Zakharova really jumped the shark in her Russia 24 interview, again noted by b paraphrasing Zakharova:
The word was introduced in the "west" simply because it sounded Russian.

She's Director of the PR unit in the Foreign Ministry, not a nobody talking head. So far, we have three scientists involved in the program that had no trouble using 'Novichok' to describe the agent(s).

I'm just pointing out that governments are governments, and Maria Zakharova (like her counterpart in the US, Heather Nauert) at times uses the same cheap tricks of carefully weasel-wording statements so they are not outright lies, but are deceptive and misleading nonetheless. I'm just surprised that they chose to do that in this case over use of the label 'Novichok'. FOLIANT isn't exactly a secret and everyone with a CW program was and probably still are, to some extent, researching newer/better toxins.

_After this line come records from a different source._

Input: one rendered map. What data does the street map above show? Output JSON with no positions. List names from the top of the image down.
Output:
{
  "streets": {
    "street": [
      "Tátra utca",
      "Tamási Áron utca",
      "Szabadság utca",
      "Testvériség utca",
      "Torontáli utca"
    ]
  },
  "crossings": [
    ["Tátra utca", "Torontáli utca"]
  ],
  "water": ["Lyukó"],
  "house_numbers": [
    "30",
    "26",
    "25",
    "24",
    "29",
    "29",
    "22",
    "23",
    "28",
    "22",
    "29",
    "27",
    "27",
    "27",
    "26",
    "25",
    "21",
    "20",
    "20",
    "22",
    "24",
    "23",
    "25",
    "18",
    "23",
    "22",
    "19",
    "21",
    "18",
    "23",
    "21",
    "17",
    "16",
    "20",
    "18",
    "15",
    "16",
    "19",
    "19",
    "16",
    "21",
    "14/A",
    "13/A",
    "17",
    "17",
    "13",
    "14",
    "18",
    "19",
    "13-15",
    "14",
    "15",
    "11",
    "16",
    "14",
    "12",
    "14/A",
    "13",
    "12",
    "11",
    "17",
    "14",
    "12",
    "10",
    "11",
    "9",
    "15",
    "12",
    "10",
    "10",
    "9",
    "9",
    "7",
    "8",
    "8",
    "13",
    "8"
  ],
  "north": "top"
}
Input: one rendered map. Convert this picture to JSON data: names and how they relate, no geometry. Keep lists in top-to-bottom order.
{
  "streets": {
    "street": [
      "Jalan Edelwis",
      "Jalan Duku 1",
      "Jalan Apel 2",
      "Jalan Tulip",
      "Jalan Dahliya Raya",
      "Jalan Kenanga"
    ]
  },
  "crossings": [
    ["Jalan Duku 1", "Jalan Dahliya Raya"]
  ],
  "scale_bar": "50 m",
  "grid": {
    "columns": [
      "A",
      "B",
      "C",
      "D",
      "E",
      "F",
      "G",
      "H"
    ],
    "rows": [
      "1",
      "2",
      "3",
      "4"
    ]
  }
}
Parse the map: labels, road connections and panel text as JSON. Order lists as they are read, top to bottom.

IMHO, the awkward attempt at implying no CW research on 'Novichoks' bought Russia absolutely nothing but damaged credibility in their wider argument that they didn't poison the Skripals.

Posted by: PavewayIV | Mar 25 2018 17:28 utc | 198

@198 There isn't much point in issuing denials period. The Western media will always win the spin battle. But I guess Maria Zakharova has to keep trying if only for the benefit of interested third parties.

I think you're right about the OPCW finding 'something'. But it won't be enough to shut Teresa and Boris down.

Posted by: dh | Mar 25 2018 17:48 utc | 199

PavewayIV 198

I have also been wondering what is going on there. Russian spokespeople always come across as exceptionally well informed. This can be seen when being asked questions by reporters.
I do not see them as lying on something like this where their lies are easily uncovered. Something else is going on.
Novichok according to legend is five to ten times more potent than VX and penetrates CW protective wear. Has this ever been tested?

There is a short section tacked onto the bottom of a UNZ Revue article and linked to in one of these threads also the whole piece was copy pasted in a comment here.
That has it that Novichok was a soviet disinformation campaign, perhaps carried on for a short while by the Russian federation.
My thought is that the Novichok group may well be chemical compounds discarded during research, renamed and fed into a leak which had been identified as Mirzanyanov.